### WHAT THIS TASK INVOLVES
The records below are to be repeated exactly, minus any pictures.

..............................

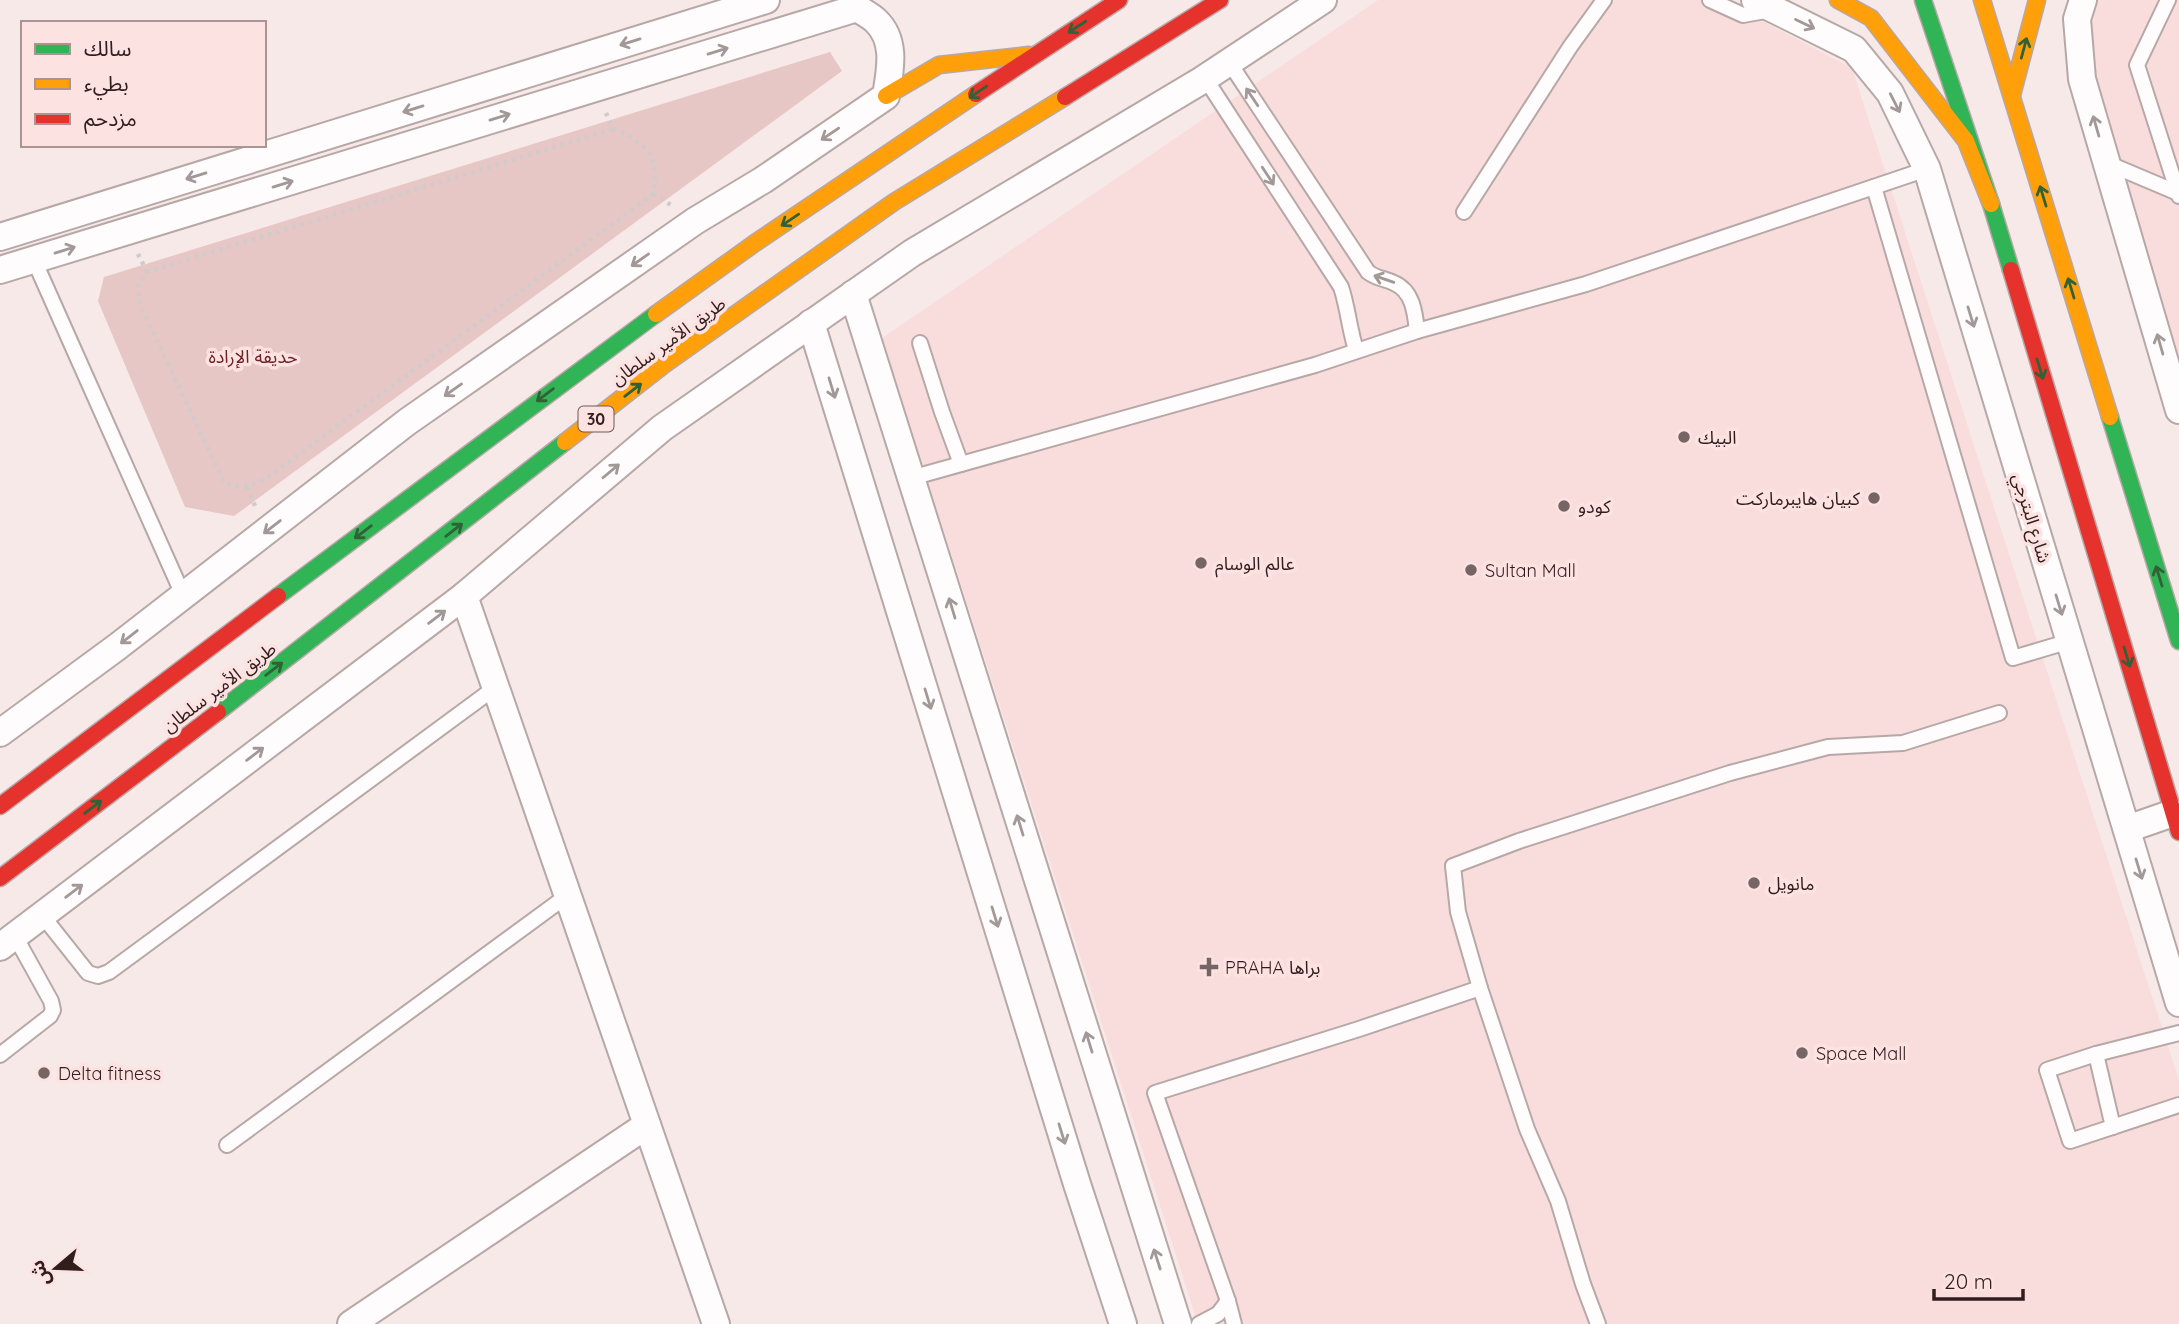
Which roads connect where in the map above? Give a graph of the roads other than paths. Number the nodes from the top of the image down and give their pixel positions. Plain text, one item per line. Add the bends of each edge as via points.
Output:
1 (766, 0) edge
2 (1119, 0) edge
3 (1220, 0) edge
4 (1323, 0) edge
5 (1604, 0) edge
6 (1710, 0) edge
7 (1838, 0) edge
8 (1923, 0) edge
9 (1982, 0) edge
10 (2037, 0) edge
11 (2083, 0) edge
12 (2168, 0) edge
13 (1764, 5) edge
14 (1035, 54) junction
15 (1229, 62) junction
16 (1205, 78) junction
17 (2012, 95) junction
18 (886, 96) junction
19 (2107, 163) junction
20 (1927, 169) junction
21 (1874, 187) junction
22 (2178, 195) edge
23 (1991, 204) junction
24 (1464, 212) dead end
25 (0, 237) edge
26 (34, 260) junction
27 (0, 270) edge
28 (853, 294) junction
29 (811, 323) junction
30 (1417, 331) junction
31 (920, 343) dead end
32 (1356, 350) junction
33 (2179, 410) edge
34 (961, 464) junction
35 (911, 478) junction
36 (325, 561) junction
37 (340, 575) dead end
38 (183, 595) junction
39 (464, 596) junction
40 (2070, 641) junction
41 (2179, 641) edge
42 (496, 687) junction
43 (1999, 713) dead end
44 (0, 733) edge
45 (0, 806) edge
46 (2176, 822) edge
47 (2126, 829) junction
48 (0, 878) edge
49 (568, 895) junction
50 (42, 915) junction
51 (7, 941) edge
52 (1480, 988) junction
53 (2179, 1003) edge
54 (2179, 1033) edge
55 (2096, 1054) junction
56 (0, 1055) edge
57 (2179, 1105) edge
58 (648, 1125) junction
59 (2113, 1127) junction
60 (227, 1145) dead end
61 (1228, 1301) junction
62 (1185, 1323) edge
63 (351, 1324) edge
64 (716, 1324) edge
65 (1123, 1324) edge
66 (1234, 1324) edge
67 (1598, 1324) edge

1 -> 25 street
2 -> 14 main road, طريق الأمير سلطان
48 -> 3 main road, طريق الأمير سلطان / 30 via 357,598 666,364 894,202
4 - 15 street
5 - 24 lane
6 - 13 lane via 1743,15
7 - 23 main road via 1871,18 1966,141
8 - 23 main road
9 - 17 main road
17 -> 10 main road
19 -> 11 street via 2082,79 2077,19
12 - 22 lane via 2137,65
13 -> 20 street, شارع البترجي via 1854,48 1890,93
14 - 18 main road via 939,65
14 -> 36 main road, طريق الأمير سلطان via 655,314
15 - 16 street
30 -> 15 lane via 1405,290 1368,272
16 - 28 street via 912,253
16 -> 32 lane via 1341,287
41 -> 17 main road
26 -> 18 street via 857,8 877,21 887,38 892,60
18 -> 38 street via 695,221 407,422
19 - 22 lane
33 -> 19 street
20 - 21 lane
20 -> 40 street, شارع البترجي
21 - 30 lane via 1586,284
21 - 40 lane via 2013,658
23 -> 46 main road
26 - 27 street
26 - 38 lane
28 - 29 street
28 - 35 street
39 -> 29 street via 662,428
29 -> 65 street
30 - 32 lane
31 - 34 lane
32 - 34 lane
34 - 35 lane
62 -> 35 street
36 - 37 main road
36 - 45 main road, طريق الأمير سلطان
38 -> 44 street
39 - 42 street
50 -> 39 street
40 - 47 street, شارع البترجي
42 - 49 street
42 - 50 lane via 109,972 88,973
43 - 52 lane via 1903,743 1828,747 1730,774 1453,866 1458,912
46 - 47 street
47 -> 53 street, شارع البترجي
49 - 58 street
49 - 60 lane
50 - 51 street
51 - 56 lane via 53,1010
52 - 61 lane via 1155,1093
52 - 67 lane
54 - 55 lane
55 - 59 lane
55 - 59 lane via 2047,1070 2070,1141
57 - 59 lane
58 - 63 street
58 - 64 street
61 - 62 lane via 1218,1314
61 - 66 lane

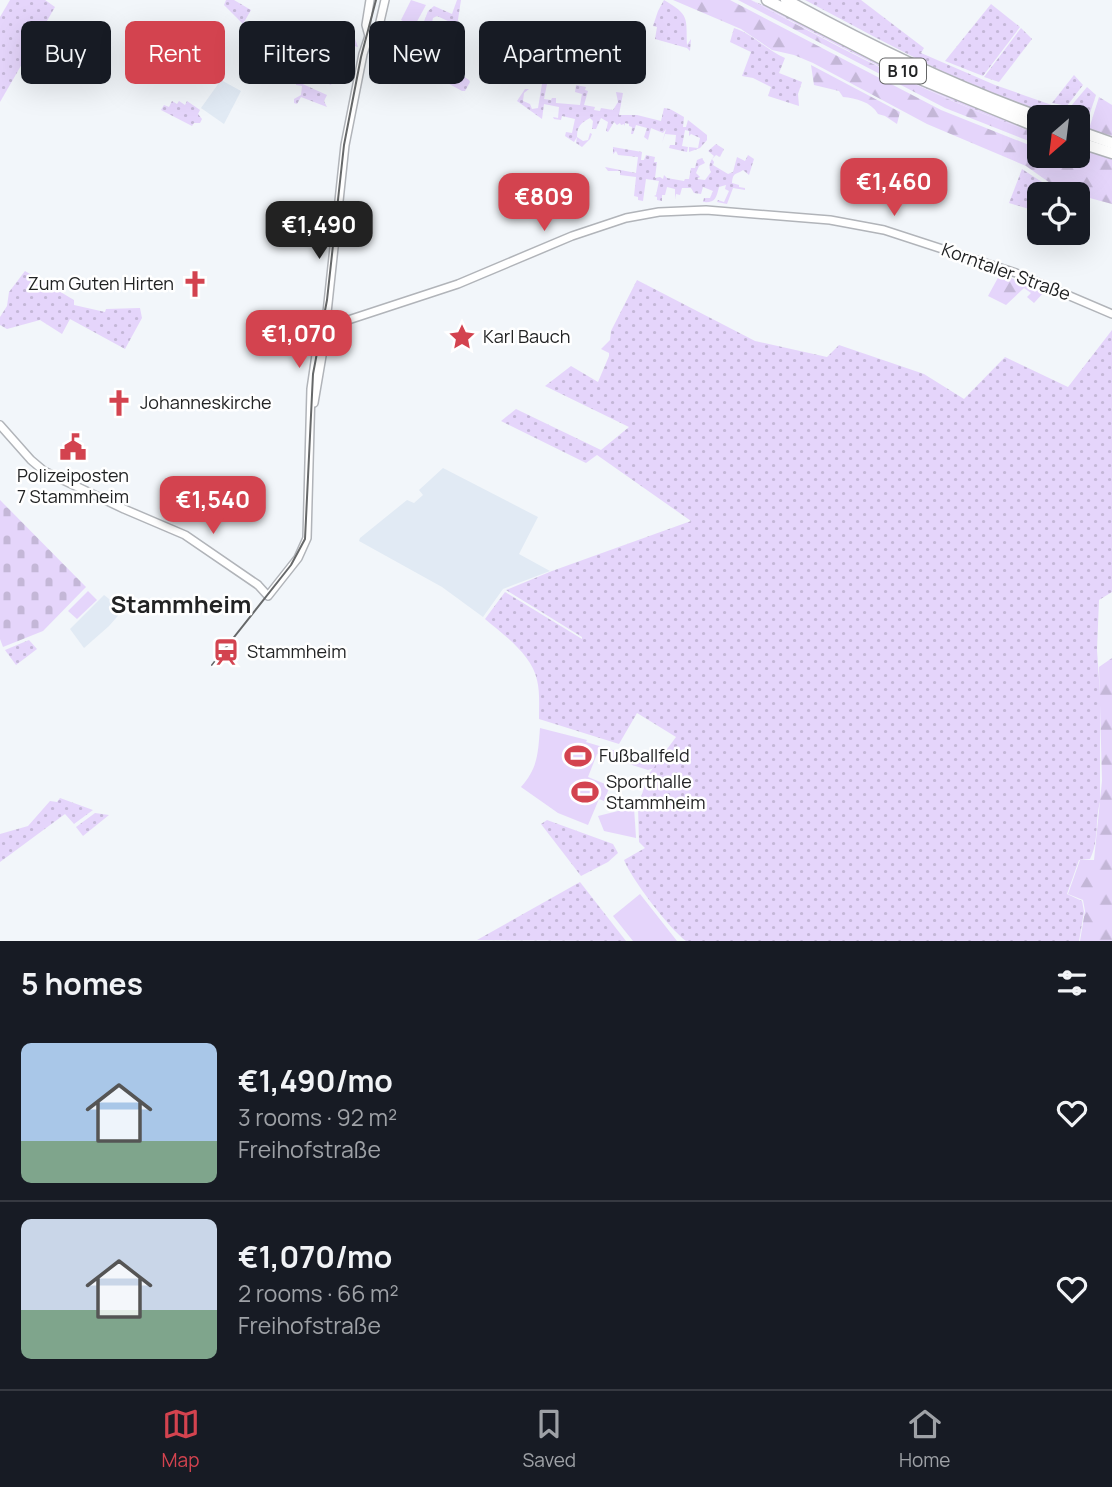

..............................

### COMPLETED EXERCISE
Which roads connect where in the map above? Give a graph of the roads other than paths. Number the nodes from the top of the image down and give their pixel positions. Plain text, one item per line. Add the bends of each edge as via points.
Output:
1 (766, 0) edge
2 (1119, 0) edge
3 (1220, 0) edge
4 (1323, 0) edge
5 (1604, 0) edge
6 (1710, 0) edge
7 (1838, 0) edge
8 (1923, 0) edge
9 (1982, 0) edge
10 (2037, 0) edge
11 (2083, 0) edge
12 (2168, 0) edge
13 (1764, 5) edge
14 (1035, 54) junction
15 (1229, 62) junction
16 (1205, 78) junction
17 (2012, 95) junction
18 (886, 96) junction
19 (2107, 163) junction
20 (1927, 169) junction
21 (1874, 187) junction
22 (2178, 195) edge
23 (1991, 204) junction
24 (1464, 212) dead end
25 (0, 237) edge
26 (34, 260) junction
27 (0, 270) edge
28 (853, 294) junction
29 (811, 323) junction
30 (1417, 331) junction
31 (920, 343) dead end
32 (1356, 350) junction
33 (2179, 410) edge
34 (961, 464) junction
35 (911, 478) junction
36 (325, 561) junction
37 (340, 575) dead end
38 (183, 595) junction
39 (464, 596) junction
40 (2070, 641) junction
41 (2179, 641) edge
42 (496, 687) junction
43 (1999, 713) dead end
44 (0, 733) edge
45 (0, 806) edge
46 (2176, 822) edge
47 (2126, 829) junction
48 (0, 878) edge
49 (568, 895) junction
50 (42, 915) junction
51 (7, 941) edge
52 (1480, 988) junction
53 (2179, 1003) edge
54 (2179, 1033) edge
55 (2096, 1054) junction
56 (0, 1055) edge
57 (2179, 1105) edge
58 (648, 1125) junction
59 (2113, 1127) junction
60 (227, 1145) dead end
61 (1228, 1301) junction
62 (1185, 1323) edge
63 (351, 1324) edge
64 (716, 1324) edge
65 (1123, 1324) edge
66 (1234, 1324) edge
67 (1598, 1324) edge

1 -> 25 street
2 -> 14 main road, طريق الأمير سلطان
48 -> 3 main road, طريق الأمير سلطان / 30 via 357,598 666,364 894,202
4 - 15 street
5 - 24 lane
6 - 13 lane via 1743,15
7 - 23 main road via 1871,18 1966,141
8 - 23 main road
9 - 17 main road
17 -> 10 main road
19 -> 11 street via 2082,79 2077,19
12 - 22 lane via 2137,65
13 -> 20 street, شارع البترجي via 1854,48 1890,93
14 - 18 main road via 939,65
14 -> 36 main road, طريق الأمير سلطان via 655,314
15 - 16 street
30 -> 15 lane via 1405,290 1368,272
16 - 28 street via 912,253
16 -> 32 lane via 1341,287
41 -> 17 main road
26 -> 18 street via 857,8 877,21 887,38 892,60
18 -> 38 street via 695,221 407,422
19 - 22 lane
33 -> 19 street
20 - 21 lane
20 -> 40 street, شارع البترجي
21 - 30 lane via 1586,284
21 - 40 lane via 2013,658
23 -> 46 main road
26 - 27 street
26 - 38 lane
28 - 29 street
28 - 35 street
39 -> 29 street via 662,428
29 -> 65 street
30 - 32 lane
31 - 34 lane
32 - 34 lane
34 - 35 lane
62 -> 35 street
36 - 37 main road
36 - 45 main road, طريق الأمير سلطان
38 -> 44 street
39 - 42 street
50 -> 39 street
40 - 47 street, شارع البترجي
42 - 49 street
42 - 50 lane via 109,972 88,973
43 - 52 lane via 1903,743 1828,747 1730,774 1453,866 1458,912
46 - 47 street
47 -> 53 street, شارع البترجي
49 - 58 street
49 - 60 lane
50 - 51 street
51 - 56 lane via 53,1010
52 - 61 lane via 1155,1093
52 - 67 lane
54 - 55 lane
55 - 59 lane
55 - 59 lane via 2047,1070 2070,1141
57 - 59 lane
58 - 63 street
58 - 64 street
61 - 62 lane via 1218,1314
61 - 66 lane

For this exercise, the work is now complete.